Give the entries again, exactly as written.

Collected data entries
=-=-=-=-=
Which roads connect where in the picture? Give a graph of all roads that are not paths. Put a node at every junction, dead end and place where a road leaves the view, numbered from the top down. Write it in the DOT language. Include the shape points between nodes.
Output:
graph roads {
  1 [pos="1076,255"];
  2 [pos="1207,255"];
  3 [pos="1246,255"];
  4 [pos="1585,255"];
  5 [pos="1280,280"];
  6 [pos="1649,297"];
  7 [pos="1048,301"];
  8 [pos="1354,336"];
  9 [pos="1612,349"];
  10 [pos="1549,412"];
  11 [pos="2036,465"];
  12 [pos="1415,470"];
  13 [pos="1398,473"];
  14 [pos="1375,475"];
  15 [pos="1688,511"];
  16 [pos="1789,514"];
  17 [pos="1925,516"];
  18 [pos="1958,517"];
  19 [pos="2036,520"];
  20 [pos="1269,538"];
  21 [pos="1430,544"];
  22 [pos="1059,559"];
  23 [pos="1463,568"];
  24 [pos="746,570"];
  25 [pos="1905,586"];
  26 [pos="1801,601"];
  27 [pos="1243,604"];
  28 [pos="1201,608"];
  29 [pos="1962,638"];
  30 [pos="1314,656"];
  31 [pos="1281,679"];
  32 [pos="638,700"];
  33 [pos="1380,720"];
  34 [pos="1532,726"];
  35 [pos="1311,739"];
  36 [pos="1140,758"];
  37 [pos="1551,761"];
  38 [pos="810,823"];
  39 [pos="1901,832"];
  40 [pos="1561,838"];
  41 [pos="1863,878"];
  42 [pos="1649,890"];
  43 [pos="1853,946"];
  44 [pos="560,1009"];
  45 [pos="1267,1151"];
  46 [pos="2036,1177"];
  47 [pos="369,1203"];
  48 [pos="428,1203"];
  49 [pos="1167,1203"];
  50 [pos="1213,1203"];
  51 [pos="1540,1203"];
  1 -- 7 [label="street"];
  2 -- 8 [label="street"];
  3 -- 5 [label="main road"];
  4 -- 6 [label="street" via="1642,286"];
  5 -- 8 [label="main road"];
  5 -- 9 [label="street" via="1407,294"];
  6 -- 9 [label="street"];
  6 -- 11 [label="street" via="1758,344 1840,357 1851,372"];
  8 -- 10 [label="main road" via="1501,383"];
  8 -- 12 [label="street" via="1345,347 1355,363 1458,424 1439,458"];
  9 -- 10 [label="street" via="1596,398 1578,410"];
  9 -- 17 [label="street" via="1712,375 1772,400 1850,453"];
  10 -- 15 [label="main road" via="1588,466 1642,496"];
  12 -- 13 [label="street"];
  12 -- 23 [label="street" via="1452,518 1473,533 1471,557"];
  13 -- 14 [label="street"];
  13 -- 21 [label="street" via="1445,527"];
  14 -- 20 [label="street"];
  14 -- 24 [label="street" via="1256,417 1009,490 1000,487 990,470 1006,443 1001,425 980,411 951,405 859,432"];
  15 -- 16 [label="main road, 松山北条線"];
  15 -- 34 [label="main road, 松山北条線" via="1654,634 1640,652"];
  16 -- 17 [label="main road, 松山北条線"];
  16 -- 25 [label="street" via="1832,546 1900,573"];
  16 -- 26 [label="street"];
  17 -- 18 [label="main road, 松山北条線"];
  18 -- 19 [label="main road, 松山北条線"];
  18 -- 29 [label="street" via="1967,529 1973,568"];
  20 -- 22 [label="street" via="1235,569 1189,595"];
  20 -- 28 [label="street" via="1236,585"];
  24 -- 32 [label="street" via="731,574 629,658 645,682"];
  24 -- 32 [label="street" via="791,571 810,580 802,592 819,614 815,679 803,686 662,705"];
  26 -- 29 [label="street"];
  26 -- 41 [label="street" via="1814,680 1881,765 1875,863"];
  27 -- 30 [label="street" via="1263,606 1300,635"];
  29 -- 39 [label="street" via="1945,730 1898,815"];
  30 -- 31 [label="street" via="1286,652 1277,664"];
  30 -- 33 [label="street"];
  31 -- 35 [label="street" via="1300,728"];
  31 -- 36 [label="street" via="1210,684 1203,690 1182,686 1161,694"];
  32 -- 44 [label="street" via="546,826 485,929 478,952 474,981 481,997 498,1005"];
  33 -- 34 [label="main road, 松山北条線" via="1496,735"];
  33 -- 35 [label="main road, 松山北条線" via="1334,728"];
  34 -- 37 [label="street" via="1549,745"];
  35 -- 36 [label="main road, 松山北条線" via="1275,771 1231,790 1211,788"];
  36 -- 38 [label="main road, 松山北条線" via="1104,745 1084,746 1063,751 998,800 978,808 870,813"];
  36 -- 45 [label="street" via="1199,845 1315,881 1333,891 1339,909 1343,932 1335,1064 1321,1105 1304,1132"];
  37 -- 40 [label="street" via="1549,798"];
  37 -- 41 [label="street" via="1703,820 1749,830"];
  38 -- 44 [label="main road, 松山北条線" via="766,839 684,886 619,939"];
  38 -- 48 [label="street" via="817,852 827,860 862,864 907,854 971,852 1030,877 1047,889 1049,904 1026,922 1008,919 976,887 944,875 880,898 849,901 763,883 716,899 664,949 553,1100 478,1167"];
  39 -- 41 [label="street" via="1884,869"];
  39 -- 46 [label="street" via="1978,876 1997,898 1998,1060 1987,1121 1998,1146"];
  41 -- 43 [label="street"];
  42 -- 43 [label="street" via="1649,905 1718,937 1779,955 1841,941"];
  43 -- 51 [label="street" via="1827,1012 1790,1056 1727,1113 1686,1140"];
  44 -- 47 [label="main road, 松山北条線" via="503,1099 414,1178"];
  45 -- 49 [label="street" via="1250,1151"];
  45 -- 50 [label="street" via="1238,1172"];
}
=-=-=-=-=
**EXERCISE RESULT:**
Which roads connect where in the picture? Give a graph of all roads that are not paths. Put a node at every junction, dead end and place where a road leaves the view, numbered from the top down. Write it in the DOT language. Include the shape points between nodes.
Output:
graph roads {
  1 [pos="1076,255"];
  2 [pos="1207,255"];
  3 [pos="1246,255"];
  4 [pos="1585,255"];
  5 [pos="1280,280"];
  6 [pos="1649,297"];
  7 [pos="1048,301"];
  8 [pos="1354,336"];
  9 [pos="1612,349"];
  10 [pos="1549,412"];
  11 [pos="2036,465"];
  12 [pos="1415,470"];
  13 [pos="1398,473"];
  14 [pos="1375,475"];
  15 [pos="1688,511"];
  16 [pos="1789,514"];
  17 [pos="1925,516"];
  18 [pos="1958,517"];
  19 [pos="2036,520"];
  20 [pos="1269,538"];
  21 [pos="1430,544"];
  22 [pos="1059,559"];
  23 [pos="1463,568"];
  24 [pos="746,570"];
  25 [pos="1905,586"];
  26 [pos="1801,601"];
  27 [pos="1243,604"];
  28 [pos="1201,608"];
  29 [pos="1962,638"];
  30 [pos="1314,656"];
  31 [pos="1281,679"];
  32 [pos="638,700"];
  33 [pos="1380,720"];
  34 [pos="1532,726"];
  35 [pos="1311,739"];
  36 [pos="1140,758"];
  37 [pos="1551,761"];
  38 [pos="810,823"];
  39 [pos="1901,832"];
  40 [pos="1561,838"];
  41 [pos="1863,878"];
  42 [pos="1649,890"];
  43 [pos="1853,946"];
  44 [pos="560,1009"];
  45 [pos="1267,1151"];
  46 [pos="2036,1177"];
  47 [pos="369,1203"];
  48 [pos="428,1203"];
  49 [pos="1167,1203"];
  50 [pos="1213,1203"];
  51 [pos="1540,1203"];
  1 -- 7 [label="street"];
  2 -- 8 [label="street"];
  3 -- 5 [label="main road"];
  4 -- 6 [label="street" via="1642,286"];
  5 -- 8 [label="main road"];
  5 -- 9 [label="street" via="1407,294"];
  6 -- 9 [label="street"];
  6 -- 11 [label="street" via="1758,344 1840,357 1851,372"];
  8 -- 10 [label="main road" via="1501,383"];
  8 -- 12 [label="street" via="1345,347 1355,363 1458,424 1439,458"];
  9 -- 10 [label="street" via="1596,398 1578,410"];
  9 -- 17 [label="street" via="1712,375 1772,400 1850,453"];
  10 -- 15 [label="main road" via="1588,466 1642,496"];
  12 -- 13 [label="street"];
  12 -- 23 [label="street" via="1452,518 1473,533 1471,557"];
  13 -- 14 [label="street"];
  13 -- 21 [label="street" via="1445,527"];
  14 -- 20 [label="street"];
  14 -- 24 [label="street" via="1256,417 1009,490 1000,487 990,470 1006,443 1001,425 980,411 951,405 859,432"];
  15 -- 16 [label="main road, 松山北条線"];
  15 -- 34 [label="main road, 松山北条線" via="1654,634 1640,652"];
  16 -- 17 [label="main road, 松山北条線"];
  16 -- 25 [label="street" via="1832,546 1900,573"];
  16 -- 26 [label="street"];
  17 -- 18 [label="main road, 松山北条線"];
  18 -- 19 [label="main road, 松山北条線"];
  18 -- 29 [label="street" via="1967,529 1973,568"];
  20 -- 22 [label="street" via="1235,569 1189,595"];
  20 -- 28 [label="street" via="1236,585"];
  24 -- 32 [label="street" via="731,574 629,658 645,682"];
  24 -- 32 [label="street" via="791,571 810,580 802,592 819,614 815,679 803,686 662,705"];
  26 -- 29 [label="street"];
  26 -- 41 [label="street" via="1814,680 1881,765 1875,863"];
  27 -- 30 [label="street" via="1263,606 1300,635"];
  29 -- 39 [label="street" via="1945,730 1898,815"];
  30 -- 31 [label="street" via="1286,652 1277,664"];
  30 -- 33 [label="street"];
  31 -- 35 [label="street" via="1300,728"];
  31 -- 36 [label="street" via="1210,684 1203,690 1182,686 1161,694"];
  32 -- 44 [label="street" via="546,826 485,929 478,952 474,981 481,997 498,1005"];
  33 -- 34 [label="main road, 松山北条線" via="1496,735"];
  33 -- 35 [label="main road, 松山北条線" via="1334,728"];
  34 -- 37 [label="street" via="1549,745"];
  35 -- 36 [label="main road, 松山北条線" via="1275,771 1231,790 1211,788"];
  36 -- 38 [label="main road, 松山北条線" via="1104,745 1084,746 1063,751 998,800 978,808 870,813"];
  36 -- 45 [label="street" via="1199,845 1315,881 1333,891 1339,909 1343,932 1335,1064 1321,1105 1304,1132"];
  37 -- 40 [label="street" via="1549,798"];
  37 -- 41 [label="street" via="1703,820 1749,830"];
  38 -- 44 [label="main road, 松山北条線" via="766,839 684,886 619,939"];
  38 -- 48 [label="street" via="817,852 827,860 862,864 907,854 971,852 1030,877 1047,889 1049,904 1026,922 1008,919 976,887 944,875 880,898 849,901 763,883 716,899 664,949 553,1100 478,1167"];
  39 -- 41 [label="street" via="1884,869"];
  39 -- 46 [label="street" via="1978,876 1997,898 1998,1060 1987,1121 1998,1146"];
  41 -- 43 [label="street"];
  42 -- 43 [label="street" via="1649,905 1718,937 1779,955 1841,941"];
  43 -- 51 [label="street" via="1827,1012 1790,1056 1727,1113 1686,1140"];
  44 -- 47 [label="main road, 松山北条線" via="503,1099 414,1178"];
  45 -- 49 [label="street" via="1250,1151"];
  45 -- 50 [label="street" via="1238,1172"];
}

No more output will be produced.